Si l’enseignement de la communication en Côte d’Ivoire a pris de l’importance et a évolué avec la naissance de plusieurs écoles et instituts de formation en la matière, l’introduction de la communication de crise dans les maquettes de cours est rare.

De fait, l’enseignement de la communication de crise est nouveau en Côte d’Ivoire. Cependant, certaines institutions de formation et universités ont commencé à l’insérer de façon formelle dans leur programme de formation. Autrement dit, l’enseignement de la communication de crise en Côte d’Ivoire est à un stade embryonnaire.

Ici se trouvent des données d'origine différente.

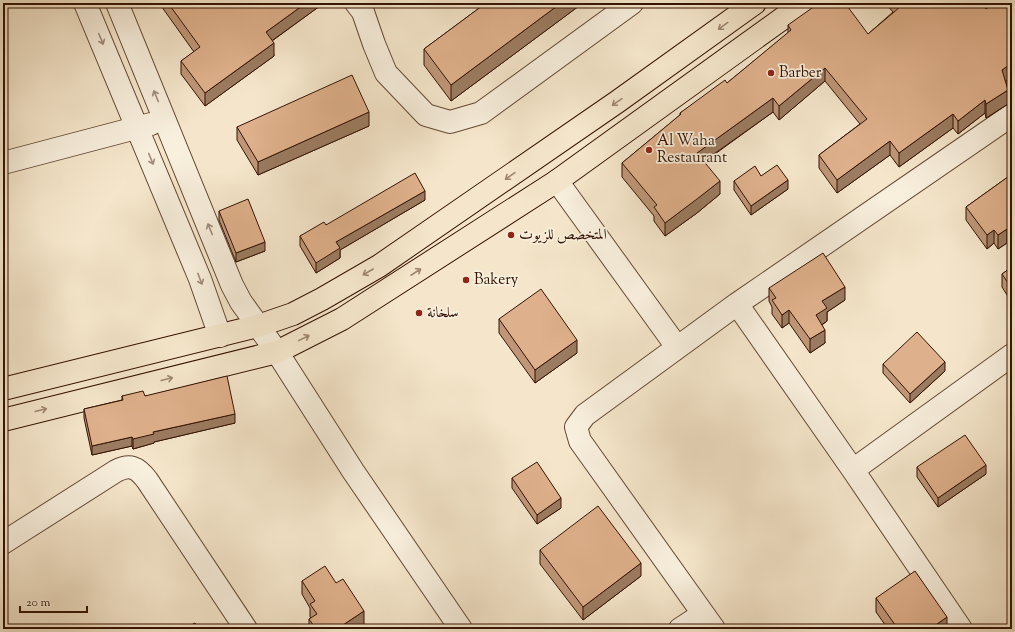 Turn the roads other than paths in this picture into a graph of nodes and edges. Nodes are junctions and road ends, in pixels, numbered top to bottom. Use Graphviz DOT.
graph roads {
  1 [pos="85,3"];
  2 [pos="117,3"];
  3 [pos="356,3"];
  4 [pos="632,3"];
  5 [pos="755,3"];
  6 [pos="804,3"];
  7 [pos="1012,115"];
  8 [pos="165,119"];
  9 [pos="138,128"];
  10 [pos="3,163"];
  11 [pos="557,181"];
  12 [pos="737,304"];
  13 [pos="258,326"];
  14 [pos="220,336"];
  15 [pos="677,347"];
  16 [pos="277,352"];
  17 [pos="1012,355"];
  18 [pos="3,389"];
  19 [pos="3,420"];
  20 [pos="853,470"];
  21 [pos="3,543"];
  22 [pos="708,622"];
  23 [pos="246,629"];
  24 [pos="461,629"];
  25 [pos="680,629"];
  26 [pos="961,629"];
  1 -- 9 [label="street, one-way"];
  8 -- 2 [label="street, one-way"];
  3 -- 4 [label="street"];
  5 -- 13 [label="main road, one-way"];
  6 -- 11 [label="main road"];
  7 -- 12 [label="street"];
  8 -- 9 [label="street"];
  13 -- 8 [label="street, one-way"];
  9 -- 10 [label="street"];
  9 -- 14 [label="street, one-way"];
  11 -- 15 [label="street"];
  16 -- 11 [label="main road, one-way"];
  12 -- 15 [label="street"];
  12 -- 20 [label="street"];
  13 -- 14 [label="main road"];
  13 -- 16 [label="street"];
  14 -- 18 [label="main road"];
  15 -- 22 [label="street"];
  19 -- 16 [label="main road, one-way"];
  16 -- 24 [label="street"];
  17 -- 20 [label="street"];
  20 -- 26 [label="street"];
  21 -- 23 [label="street"];
  22 -- 25 [label="street"];
} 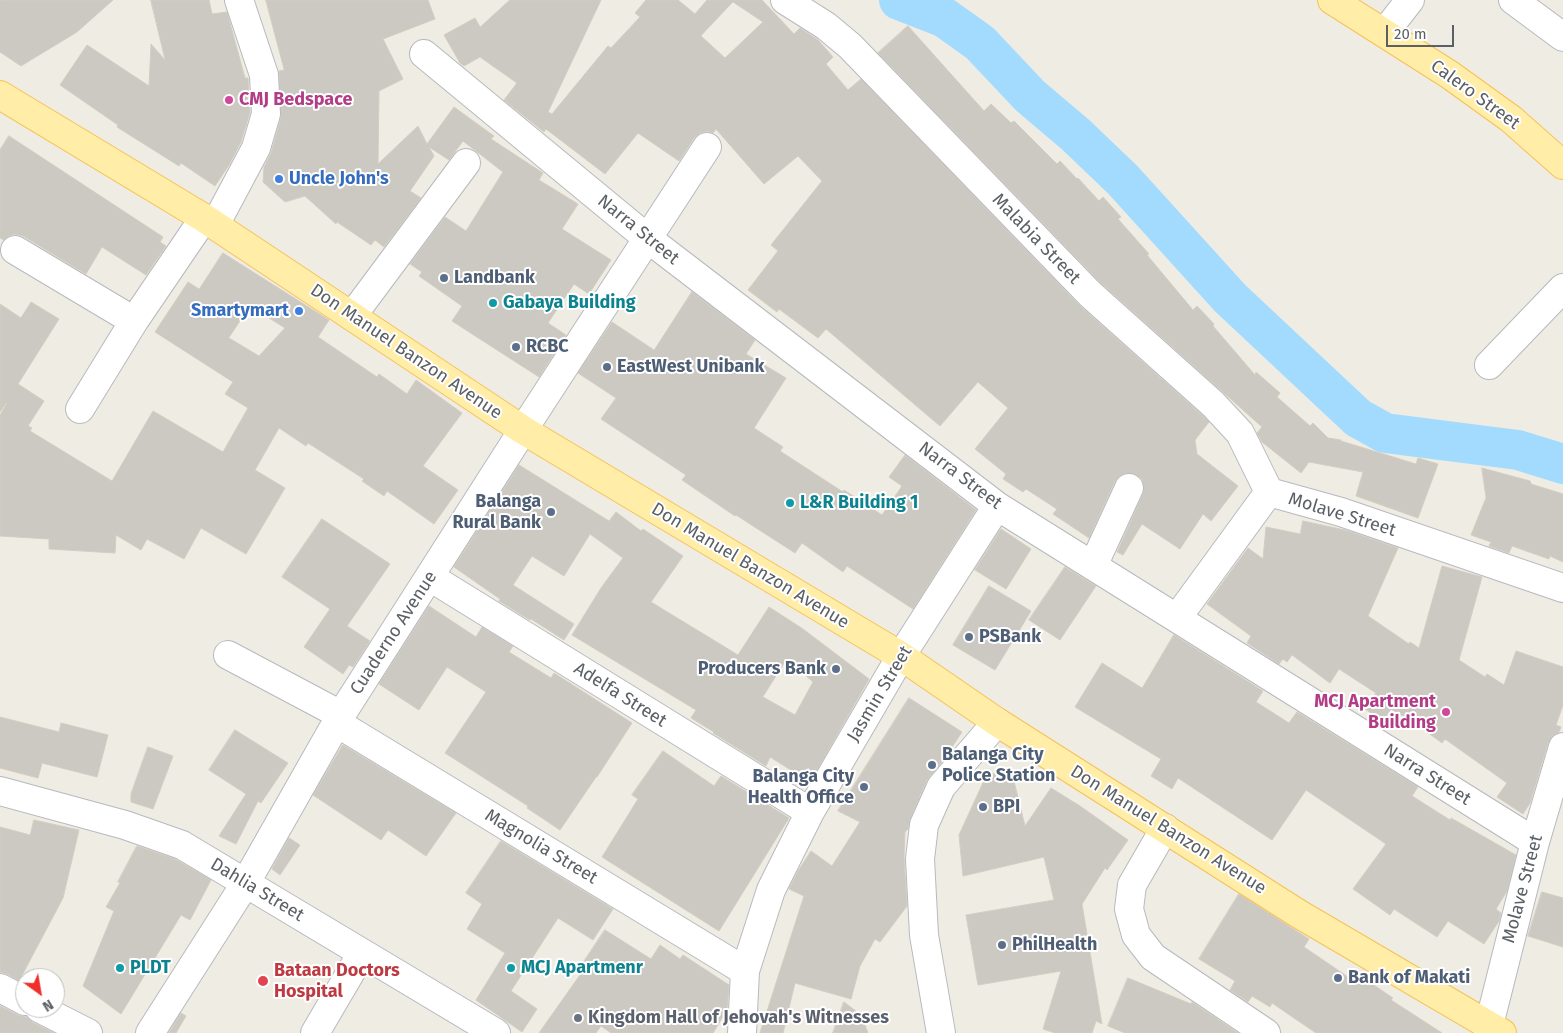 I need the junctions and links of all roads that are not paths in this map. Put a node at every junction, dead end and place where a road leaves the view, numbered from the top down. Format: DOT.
graph roads {
  1 [pos="239,0"];
  2 [pos="785,0"];
  3 [pos="1410,0"];
  4 [pos="1513,0"];
  5 [pos="1344,3"];
  6 [pos="1385,32"];
  7 [pos="1563,37"];
  8 [pos="424,54"];
  9 [pos="0,94"];
  10 [pos="706,147"];
  11 [pos="466,163"];
  12 [pos="1563,165"];
  13 [pos="209,221"];
  14 [pos="647,238"];
  15 [pos="15,250"];
  16 [pos="1563,288"];
  17 [pos="352,316"];
  18 [pos="134,320"];
  19 [pos="1489,365"];
  20 [pos="80,409"];
  21 [pos="523,430"];
  22 [pos="1129,488"];
  23 [pos="1269,492"];
  24 [pos="997,506"];
  25 [pos="1093,566"];
  26 [pos="430,578"];
  27 [pos="1563,588"];
  28 [pos="1177,618"];
  29 [pos="228,655"];
  30 [pos="901,656"];
  31 [pos="339,719"];
  32 [pos="997,722"];
  33 [pos="1563,747"];
  34 [pos="0,791"];
  35 [pos="810,812"];
  36 [pos="1164,828"];
  37 [pos="1535,842"];
  38 [pos="246,884"];
  39 [pos="362,953"];
  40 [pos="744,971"];
  41 [pos="0,988"];
  42 [pos="15,996"];
  43 [pos="59,1018"];
  44 [pos="1493,1030"];
  45 [pos="88,1033"];
  46 [pos="150,1033"];
  47 [pos="315,1033"];
  48 [pos="496,1033"];
  49 [pos="742,1033"];
  50 [pos="941,1033"];
  51 [pos="1266,1033"];
  1 -- 13 [label="street"];
  2 -- 23 [label="street, Malabia Street"];
  3 -- 6 [label="street"];
  4 -- 7 [label="street"];
  5 -- 6 [label="main road, Calero Street"];
  6 -- 12 [label="main road, Calero Street"];
  8 -- 14 [label="street, Narra Street"];
  9 -- 13 [label="main road, Don Manuel Banzon Avenue"];
  10 -- 14 [label="street, Cuaderno Avenue"];
  11 -- 17 [label="street"];
  13 -- 17 [label="main road, Don Manuel Banzon Avenue"];
  13 -- 18 [label="street"];
  14 -- 21 [label="street, Cuaderno Avenue"];
  14 -- 24 [label="street, Narra Street"];
  15 -- 18 [label="street"];
  16 -- 19 [label="street"];
  17 -- 21 [label="main road, Don Manuel Banzon Avenue"];
  18 -- 20 [label="street"];
  21 -- 26 [label="street, Cuaderno Avenue"];
  21 -- 30 [label="main road, Don Manuel Banzon Avenue"];
  22 -- 25 [label="street"];
  23 -- 27 [label="street, Molave Street"];
  23 -- 28 [label="street, Molave Street"];
  24 -- 25 [label="street, Narra Street"];
  24 -- 30 [label="street, Jasmin Street"];
  25 -- 28 [label="street, Narra Street"];
  26 -- 31 [label="street, Cuaderno Avenue"];
  26 -- 35 [label="street, Adelfa Street"];
  28 -- 37 [label="street, Narra Street"];
  29 -- 31 [label="street, Magnolia Street"];
  30 -- 32 [label="main road, Don Manuel Banzon Avenue"];
  30 -- 35 [label="street, Jasmin Street"];
  31 -- 38 [label="street, Cuaderno Avenue"];
  31 -- 40 [label="street, Magnolia Street"];
  32 -- 36 [label="main road, Don Manuel Banzon Avenue"];
  32 -- 50 [label="street"];
  33 -- 37 [label="street, Molave Street"];
  34 -- 38 [label="street, Dahlia Street"];
  35 -- 40 [label="street, Jasmin Street"];
  36 -- 44 [label="main road, Don Manuel Banzon Avenue"];
  36 -- 51 [label="street"];
  37 -- 44 [label="street, Molave Street"];
  38 -- 39 [label="street, Dahlia Street"];
  38 -- 46 [label="street, Cuaderno Avenue"];
  39 -- 47 [label="street"];
  39 -- 48 [label="street, Dahlia Street"];
  40 -- 49 [label="street, Jasmin Street"];
  41 -- 42 [label="street"];
  43 -- 45 [label="street"];
} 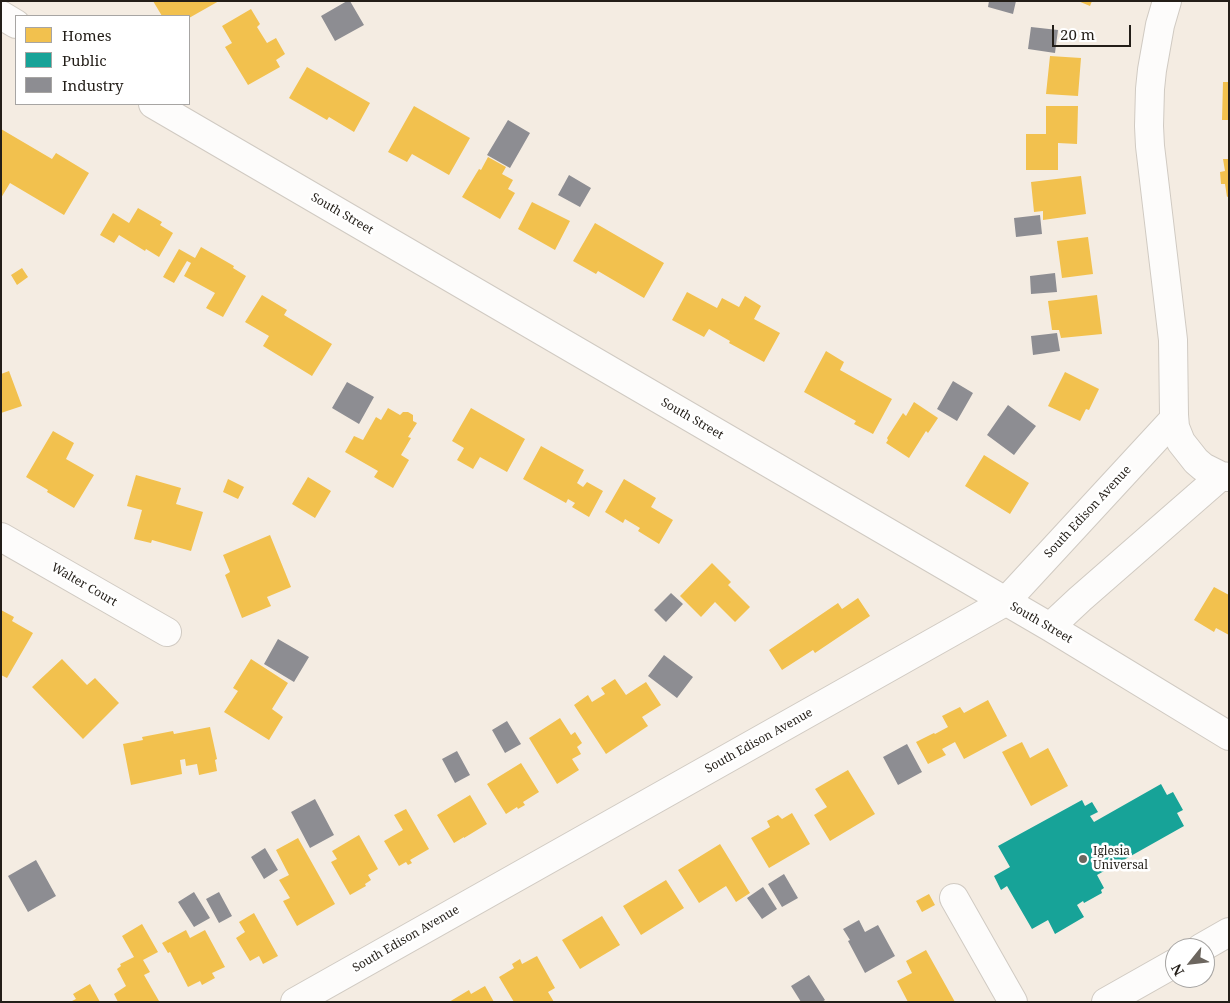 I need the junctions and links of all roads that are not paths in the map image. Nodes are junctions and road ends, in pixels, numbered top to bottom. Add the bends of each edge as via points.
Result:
1 (8, 1) edge
2 (1167, 1) edge
3 (1, 5) edge
4 (1, 15) edge
5 (15, 23) edge
6 (155, 105) edge
7 (1174, 419) junction
8 (1225, 477) edge
9 (1, 537) edge
10 (1005, 602) junction
11 (1050, 627) junction
12 (167, 632) dead end
13 (1229, 736) edge
14 (954, 898) dead end
15 (1229, 932) edge
16 (1215, 940) edge
17 (1165, 969) edge
18 (295, 1002) edge
19 (1013, 1002) edge
20 (1106, 1002) edge

1 - 3 street
2 - 7 street via 1152,70 1150,146 1173,340
4 - 5 street
6 - 10 street, South Street
7 - 8 street via 1181,442 1190,455 1203,467
7 - 10 street, South Edison Avenue
8 - 11 street
9 - 12 street, Walter Court
10 - 11 street, South Street
10 - 18 street, South Edison Avenue
11 - 13 street, South Street
14 - 19 street
15 - 16 street
17 - 20 street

L’enseignement et la pratique de la communication de crise sont perçus différemment, quant à leur évolution. En effet, la pratique de la communication de crise se faisait dans une approche de la gestion de crise dans les pays africains. Seulement cette approche de la gestion de crise n’était véritablement pas de la communication de crise. De fait, la gestion de crise requiert, de la part des personnes ressources, une capacité à organiser et à coordonner les efforts des différents acteurs impliqués.

Or, la communication de crise met en exergue la problématique de l’information et de la communication en période de crise. La communication de crise en Côte d’Ivoire et en Afrique dévoile les importunités du management des crises liées à la communication zéro, à la communication utopique, à la communication négative et aux incommunications qui sont attentatoires à la communication positive et efficace. Ainsi, l’éventualité (la réalité) d’une gestion scientifique de la communication en période de crise a imposé l’insertion de l’enseignement de la communication de crise en Afrique, surtout en Côte d’Ivoire depuis la multiplication des crises sociales, économiques, politiques, militaires.